Saturday, March 6, 2010

Measuring Household Lighting: Survey Design Issues

Lighting: Credit NRECA
In developed countries we take electric lights for granted. We throw a switch, and presto the room lights up from ceiling to floor. But we all have experienced life without electricity during periodic brownouts and blackouts when we get out the candles for several hours. Unfortunately for the approximately 1.5 billion people without electricity in developing countries, there is no switch to throw.

One of the major benefits of rural electrification in developing countries is household lighting. In fact, people often ask my advice on how to measure such benefits. The issues can range from sampling to questionnaire design to sampling techniques. Thus, this is the first in a series of blogs which I will call Survey Design. For the first in this series, I am going to focus on how to measure household lighting. Stay tuned for more on surveys.

Lighting Efficinecy: Credit D. Barnes
People without electricity in developing countries generally light their homes with candles or kerosene wick lamps. The light given from a kerosene lamp is very dim and not great for reading and there is a good reason for this. For measuring lighting in households it is essential to understand that light is measured in lumens. A lumen is a unit used for measuring brightness. A kerosene lamp or a candle gives off about 11 lumens (see chart). By comparison a 100 watt incandescent light bulb provides 1,600 lumens, which is labeled on most packaging. The figure demonstrates that electric lights are much more efficient in converting energy into light. In a measurement study on lighting output it was found that a 100 watt incandescent light bulb typically found in developing countries actually turned out to provide 12.8 kilolumens of light per kilowatt hour compared to 0.1 kilolumens per kilowatt hour for a kerosene lamp. Fluorescent lights are even more efficient.

The reason for the difference between the lumen levels listed on the label on a light bulb package and the testing results has to do with the measurement environment. Actual lumen levels vary based on factors such as reflectors, lenses and location of the light in a room.

Efficiency of Lamps: Credit D. Barnes
How does that have an impact on household lighting? I will demonstrate this by using the results of a household energy survey from Peru. These results are based on actual use of various lighting sources for a national rural sample of 6000 households. As can be seen, the candle and kerosene lamps provide barely enough light to walk around the house. Car Batteries are used for lighting by households with higher incomes but without grid electricity and they provide more light. Due to the efficiency of converting energy into light, electricity from the grid is the best source for household lighting for households who participated in the survey in rural Peru. One may wonder why these household without electricity do not use household photovoltaic systems, but that will be the subject of another post.
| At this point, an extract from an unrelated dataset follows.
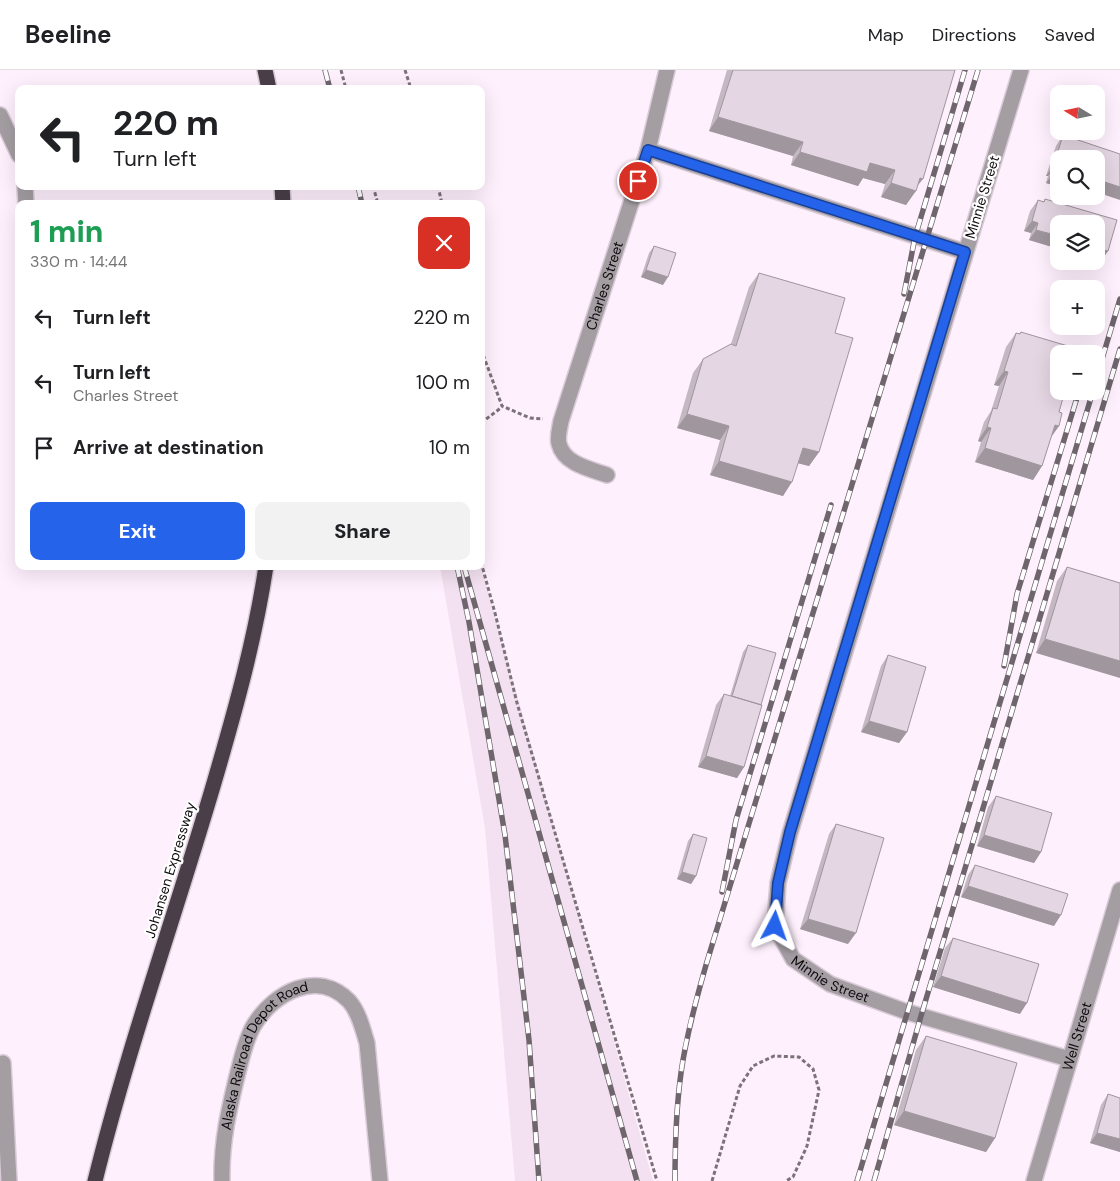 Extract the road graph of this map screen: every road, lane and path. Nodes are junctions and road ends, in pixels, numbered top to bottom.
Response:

For more resources on this topic click the link below. 

With these technical facts, we are now ready to turn to how these measurements were taken for households with and without electricity. For this, it is necessary to have a survey and set of questions on lighting use. Interviewers ask questions on the number of lights in the household and their daily use. I have included the actual questions from the Peru survey completed in 2005 that were used for preparing the figure in this blog along with the energy to light conversions factors. The questions look complicated but they are actually pretty easy to ask because rural people generally do not have many light bulbs in their homes. However, it is essential to have each commonly used lighting fixture listed in the survey. It takes quite a bit of space, but this makes it easy for the interviewers to ask and record each response. Thus for household with kerosene lamps you ask how long they used a particular lamp and from that you can calculate the amount of light that a household has available from all lamps by type. This is repeated for every lighting lamp and then totaled for the household. These lighting figures are essential for understanding the benefits of household lighting which is pretty evident to most of us only when the power goes off.

The studies upon which the conversons factors are based are published in several reports, and they include one in a research note on energy issues and another more technical study published in 1998 called Rural Lighitng Services:  A Comparison of Lamps for Domestic Lighting in Developing Countries.  There are some more recent studies than these but I include these articles because they were the original references for much of this work. 

Finally there are two studies in which I was involved and they include Energy Policies and Multitopic Household Surveys: Guidelines for Questionnaire Design in Living Standards Measurement StudiesFor an earlier version of this report that can be printed use this link,  but there are differences between this and the final version. 

The other study is cited in a the previous blog on the benefits of rural electrification. Finally, there is quite a bit of innovative information at the website of a program that is called Lighting Africa.

2 comments:

Maurice said...

I would be very interested in seeing the energy-to-light conversion comparison extended to LEDs. Having just been working on the Lighting Africa Policy study in East Africa, it seems that LEDs are quickly gaining a monopoly in small-scale off-grid lighting.

Maurice

Douglas F. Barnes..... said...

I asked a reliable source and he indicated that the new lights put out about 75 lumens per watt compared to 60 for fluorescents. Another consideration might be length of service under real world conditions.